We've been fighting about our breakfast routine for months. i wake up in anxiety and i drop them off in this huge, frenzied rage.
I told the kids at 4 years old, we were able to wake up, get dressed, clean our rooms, eat breakfast, homeschool, practice piano all before getting to school on time.
Now they are 7 and 9 and we are dawdling in our rooms till 7.15, the kitchen is a mess, i am yelling reminders of unmade beds and lights still on. i drop them off in a rage and my day is ruined and of course they are unanimously late for school. This is of course after i wake up at 6 am, do quiet time and meditate for 30 minutes. All the serenity is effectively drained by 8.15am.

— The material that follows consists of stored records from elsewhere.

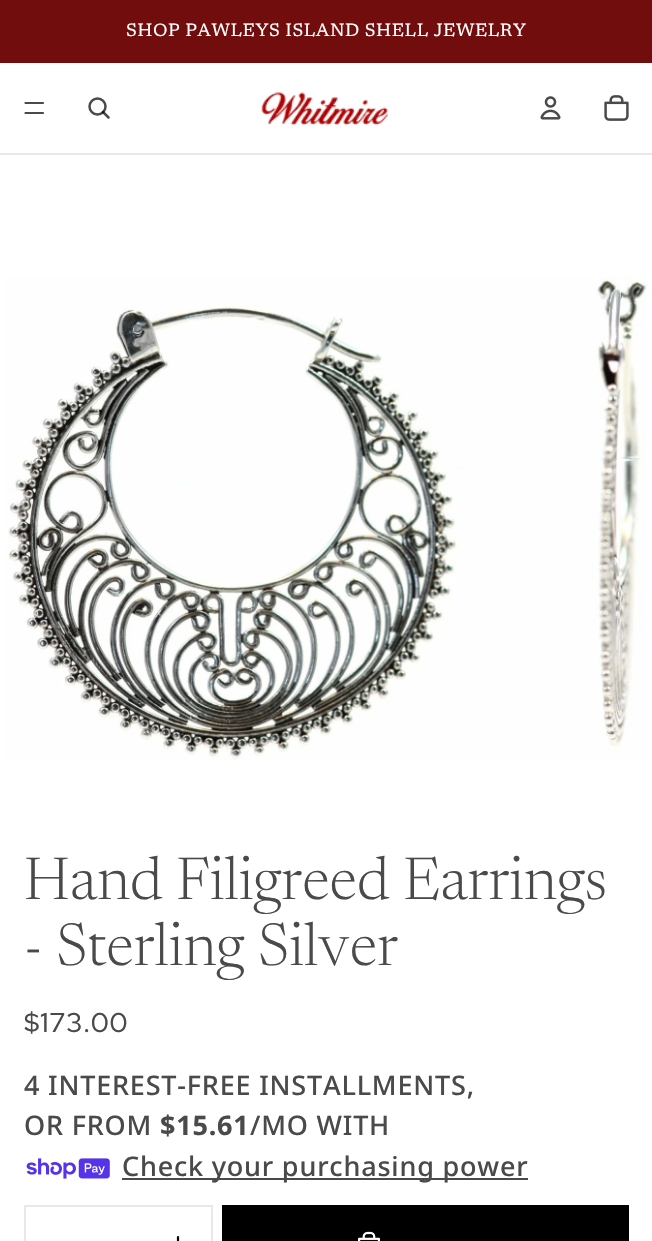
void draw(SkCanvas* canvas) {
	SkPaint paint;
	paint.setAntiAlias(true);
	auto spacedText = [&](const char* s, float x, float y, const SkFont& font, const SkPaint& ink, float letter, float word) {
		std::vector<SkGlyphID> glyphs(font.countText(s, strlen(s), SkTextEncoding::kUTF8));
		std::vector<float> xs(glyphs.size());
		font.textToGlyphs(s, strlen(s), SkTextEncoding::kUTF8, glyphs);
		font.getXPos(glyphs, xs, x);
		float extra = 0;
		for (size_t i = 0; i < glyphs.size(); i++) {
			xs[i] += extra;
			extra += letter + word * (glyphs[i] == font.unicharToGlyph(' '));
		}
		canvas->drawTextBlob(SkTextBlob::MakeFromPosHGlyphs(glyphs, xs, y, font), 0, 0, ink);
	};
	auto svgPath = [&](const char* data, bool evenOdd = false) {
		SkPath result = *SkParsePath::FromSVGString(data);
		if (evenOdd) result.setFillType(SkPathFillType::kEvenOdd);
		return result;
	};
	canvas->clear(0xffffffff);
	paint.setColor(0xff710d0d);
	canvas->drawRect(SkRect::MakeXYWH(0, 0, 652, 63), paint);
	SkFont f1(fontMgr->matchFamilyStyle("Newsreader", SkFontStyle::Normal()), 18);
	f1.setSubpixel(true);
	paint.setColor(0xffffffff);
	spacedText("SHOP PAWLEYS ISLAND SHELL JEWELRY", 126, 36, f1, paint, 0.55, 0);
	paint.setColor(0xffeae8e6);
	canvas->drawRect(SkRect::MakeXYWH(0, 153, 652, 2), paint);
	paint.setStroke(true);
	paint.setStrokeWidth(2.2);
	paint.setStrokeCap(SkPaint::kRound_Cap);
	paint.setColor(0xff4a4a4a);
	canvas->drawPath(svgPath("M25.5 103H43M25.5 113H43"), paint);
	paint.setStrokeWidth(2.5);
	paint.setStrokeCap(SkPaint::kButt_Cap);
	canvas->drawCircle(97.5, 106.5, 8, paint);
	paint.setStrokeCap(SkPaint::kRound_Cap);
	paint.setStrokeJoin(SkPaint::kRound_Join);
	paint.setColor(0xb5000000);
	canvas->drawPath(svgPath("M103 112L108.5 117.5"), paint);
	canvas->drawImageRect(SkImages::DeferredFromEncodedData(SkData::MakeFromFileName("img1.png")), SkRect::MakeXYWH(261, 92, 127, 34), SkSamplingOptions());
	canvas->drawImageRect(SkImages::DeferredFromEncodedData(SkData::MakeFromFileName("img2.png")), SkRect::MakeXYWH(540, 96, 21, 24), SkSamplingOptions());
	canvas->drawImageRect(SkImages::DeferredFromEncodedData(SkData::MakeFromFileName("img3.png")), SkRect::MakeXYWH(604, 95, 25, 26), SkSamplingOptions());
	canvas->drawImageRect(SkImages::DeferredFromEncodedData(SkData::MakeFromFileName("img4.png")), SkRect::MakeXYWH(6, 277, 641, 484), SkSamplingOptions());
	SkFont f2(fontMgr->matchFamilyStyle("Newsreader", SkFontStyle(300, SkFontStyle::kNormal_Width, SkFontStyle::kUpright_Slant)), 60);
	f2.setSubpixel(true);
	paint.setStroke(false);
	paint.setColor(0xff4a4a4a);
	canvas->drawString("Hand Filigreed Earrings", 24, 899, f2, paint);
	canvas->drawString("- Sterling Silver", 24, 965, f2, paint);
	SkFont f3(fontMgr->matchFamilyStyle("Red Hat Display", SkFontStyle(500, SkFontStyle::kNormal_Width, SkFontStyle::kUpright_Slant)), 27);
	f3.setSubpixel(true);
	spacedText("$173.00", 24, 1032, f3, paint, 0.8, 0);
	SkFont f4(fontMgr->matchFamilyStyle("Noto Sans", SkFontStyle(500, SkFontStyle::kNormal_Width, SkFontStyle::kUpright_Slant)), 27);
	f4.setSubpixel(true);
	spacedText("4 INTEREST-FREE INSTALLMENTS,", 24, 1095, f4, paint, 0.8, 0);
	spacedText("OR FROM", 24, 1135, f4, paint, 0.8, 0);
	SkFont f5(fontMgr->matchFamilyStyle("Noto Sans", SkFontStyle::Bold()), 27);
	f5.setSubpixel(true);
	spacedText("$15.61", 160, 1135, f5, paint, 0.8, 0);
	spacedText("/MO WITH", 250, 1135, f4, paint, 0.8, 0);
	canvas->drawImageRect(SkImages::DeferredFromEncodedData(SkData::MakeFromFileName("img5.png")), SkRect::MakeXYWH(26, 1158, 84, 21), SkSamplingOptions());
	canvas->drawRect(SkRect::MakeXYWH(122, 1178, 406, 2), paint);
	spacedText("Check your purchasing power", 122, 1176, f4, paint, 0.8, 0);
	paint.setStroke(true);
	paint.setStrokeWidth(2);
	paint.setStrokeCap(SkPaint::kButt_Cap);
	paint.setStrokeJoin(SkPaint::kMiter_Join);
	paint.setColor(0xffeae8e6);
	canvas->drawRect(SkRect::MakeXYWH(25, 1206, 187, 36), paint);
	paint.setStrokeWidth(2.2);
	paint.setStrokeCap(SkPaint::kRound_Cap);
	paint.setColor(0xff000000);
	canvas->drawPath(svgPath("M178 1237V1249.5"), paint);
	paint.setStroke(false);
	canvas->drawRect(SkRect::MakeXYWH(222, 1205, 407, 36), paint);
	canvas->drawImageRect(SkImages::DeferredFromEncodedData(SkData::MakeFromFileName("img6.png")), SkRect::MakeXYWH(358, 1231, 22, 10), SkSamplingOptions());
}
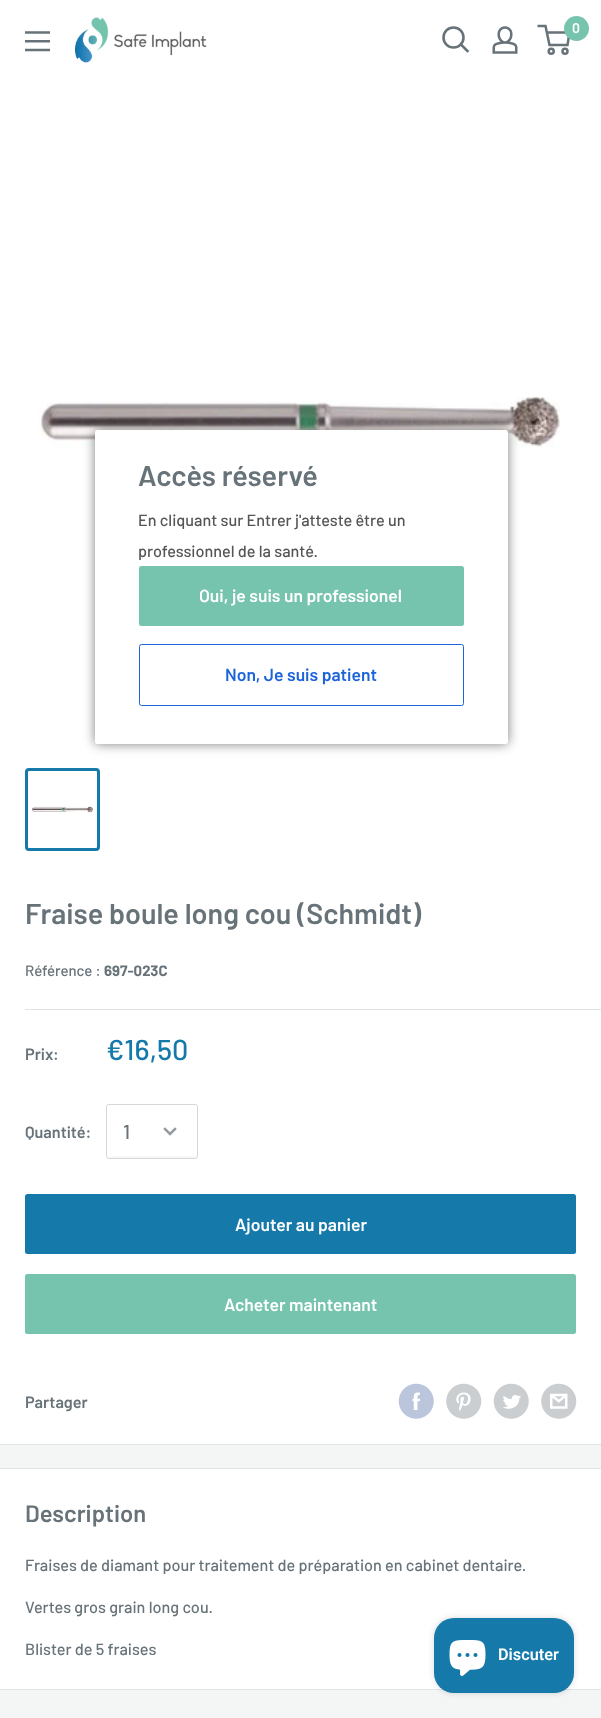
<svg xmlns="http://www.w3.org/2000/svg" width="601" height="1718">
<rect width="100%" height="100%" fill="#f4f6f5"/>
<rect width="601" height="1444" fill="#fff"/>
<image x="75" y="17" width="132" height="46" href="media/1.png"/>
<path d="M467.5 51l-6.5-6.5" fill="none" stroke="#677279" stroke-width="2.6" stroke-linecap="square"/>
<circle cx="453.5" cy="37.5" r="10" fill="none" stroke="#677279" stroke-width="2.6"/>
<image x="492" y="26" width="26" height="28" href="media/2.png"/>
<circle cx="551.2" cy="51.2" r="2.5" fill="none" stroke="#677279" stroke-width="2.5"/>
<circle cx="565" cy="51.2" r="2.5" fill="none" stroke="#677279" stroke-width="2.5"/>
<path d="M546.5 32.5h23l-2 12.5h-18l-4-19h-8" fill="none" stroke="#677279" stroke-width="2.5"/>
<circle cx="576.5" cy="28.5" r="12.5" fill="#76c4ae"/>
<text x="572" y="33" style="font-family:Barlow;font-size:14px;font-weight:600;fill:#fff">0</text>
<image x="25" y="31" width="25" height="21" href="media/3.png"/>
<image x="39" y="397" width="521" height="50" href="media/4.png"/>
<rect x="95" y="430" width="413" height="314" rx="2.5" fill="#00000080" filter="blur(6px)"/>
<rect x="95" y="430" width="413" height="314" rx="2.5" fill="#fff"/>
<text x="138" y="486" style="font-family:Barlow;font-size:28.75px;font-weight:600;fill:#677279">Accès réservé</text>
<text x="138" y="526" style="font-family:Barlow;font-size:16.25px;font-weight:500;fill:#555">En cliquant sur Entrer j'atteste être un</text>
<text x="138" y="557" style="font-family:Barlow;font-size:16.25px;font-weight:500;fill:#555">professionnel de la santé.</text>
<rect x="139" y="566" width="325" height="60" rx="2.5" fill="#76c4ae"/>
<text x="199" y="602" style="font-family:Barlow;font-size:17.5px;font-weight:600;fill:#fff">Oui, je suis un professionel</text>
<rect x="139.5" y="644.5" width="324" height="61" rx="2" fill="none" stroke="#1c64da"/>
<text x="225" y="681" style="font-family:Barlow;font-size:17.5px;font-weight:600;fill:#1c64da">Non, Je suis patient</text>
<rect x="26.5" y="769.5" width="72" height="80" rx="2.5" fill="none" stroke="#1579aa" stroke-width="3"/>
<image x="32" y="806" width="61" height="7" href="media/5.png"/>
<rect y="1444" width="601" height="1" fill="#e1e3e4"/>
<text x="25" y="924" style="font-family:Barlow;font-size:28.75px;font-weight:600;fill:#677279">Fraise boule long cou (Schmidt)</text>
<text x="25" y="976" style="font-family:Barlow;font-size:15px;font-weight:500;fill:#677279">Référence :</text>
<text x="104" y="976" style="font-family:Barlow;font-size:15px;font-weight:bold;fill:#677279">697-023C</text>
<rect x="25" y="1009" width="576" height="1" fill="#e1e3e4"/>
<text x="25" y="1060" style="font-family:Barlow;font-size:16.25px;font-weight:600;fill:#677279">Prix:</text>
<text x="106" y="1060" style="font-family:Barlow;font-size:28.75px;font-weight:500;fill:#1579aa">€16,50</text>
<text x="25" y="1138" style="font-family:Barlow;font-size:16.25px;font-weight:600;fill:#677279">Quantité:</text>
<path d="M108 1156c0 0 0 2 1 2h72c9 0 15 4 15-3l-1 1h-72c-10 0-14 1-15 0z" fill="#f6f7f7"/>
<rect x="106.5" y="1104.5" width="91" height="54" rx="2" fill="none" stroke="#d4d6d8"/>
<text x="123" y="1139" style="font-family:Barlow;font-size:20px;font-weight:500;fill:#677279">1</text>
<path d="M175 1129l-5 5l-5-5" fill="none" stroke="#959ca1" stroke-width="2.5" stroke-linecap="square"/>
<rect x="25" y="1194" width="551" height="60" rx="2.5" fill="#1579aa"/>
<text x="235" y="1231" style="font-family:Barlow;font-size:17.5px;font-weight:600;fill:#fff">Ajouter au panier</text>
<rect x="25" y="1274" width="551" height="60" rx="2.5" fill="#76c4ae"/>
<text x="224" y="1311" style="font-family:Barlow;font-size:17.5px;font-weight:600;fill:#fff">Acheter maintenant</text>
<text x="25" y="1408" style="font-family:Barlow;font-size:16.25px;font-weight:600;fill:#677279">Partager</text>
<image x="398" y="1383" width="36" height="36" href="media/6.png"/>
<image x="446" y="1383" width="36" height="36" href="media/7.png"/>
<image x="493" y="1383" width="36" height="36" href="media/8.png"/>
<image x="541" y="1383" width="36" height="36" href="media/9.png"/>
<rect y="1469" width="601" height="220" fill="#fff"/>
<rect y="1468" width="601" height="1" fill="#e1e3e4"/>
<rect y="1689" width="601" height="1" fill="#e1e3e4"/>
<text x="25" y="1522" style="font-family:Barlow;font-size:23.75px;font-weight:600;fill:#677279">Description</text>
<text x="25" y="1571" style="font-family:Barlow;font-size:16.25px;font-weight:500;fill:#677279">Fraises de diamant pour traitement de préparation en cabinet dentaire.</text>
<text x="25" y="1613" style="font-family:Barlow;font-size:16.25px;font-weight:500;fill:#677279">Vertes gros grain long cou.</text>
<text x="25" y="1655" style="font-family:Barlow;font-size:16.25px;font-weight:500;fill:#677279">Blister de 5 fraises</text>
<rect x="434" y="1618" width="140" height="75" rx="20" fill="#00000026" filter="blur(3px)"/>
<rect x="434" y="1618" width="140" height="75" rx="20" fill="#1579aa"/>
<image x="449" y="1640" width="37" height="36" href="media/10.png"/>
<text x="498" y="1660" style="font-family:Roboto;font-size:16.25px;font-weight:600;fill:#fff">Discuter</text>
</svg>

So we drew up a schedule, and we bought 2 Star wars alarm clocks. One that went off when they needed to leave their rooms. One that went off when they needed to clean their plates.
Part of it now is that the kid wake up, they read in bed, they play, they make their own breakfast, i make them clean up -- i insist that over my dead body are they leaving dirty dishes on the counter because I AM NOT THE NANNY!
But these days i am trying something between Love and Logic and mindfulness based stress reduction. I am trying to let go of the fact that they might go to school hungry and late. i am trying to decide what i can control, i.e. getting into the car at a certain time. i am taking responsibility for my own schedule and time management. i am letting go of my cognitive distortions that the whole morning routine rests on me, that i am the only one keeping time in the whole family, that i am the "bad guy", the only one that cares that the kids miss the first 15 minutes of school.
Between letting go of the shame and making my rage the issue, we've been having a good couple of days. One day, these calm, leisurely mornings show up in our school weeks, the kids are up, nally and i are reading to the tunes of celtic music at the breakfast table, Aidan gets in a little practice time.
We drive to school, giggling about putting bets on the exact minute we drive to the school curb. The person who is right gets to pick the candy for the weekend.
Somewhere between me letting go of needing to control, the shame of being a parent of children who are perpetually late for school, somewhere between choosing to control what i can control -- we have peace.
And it is nothing short of a miracle.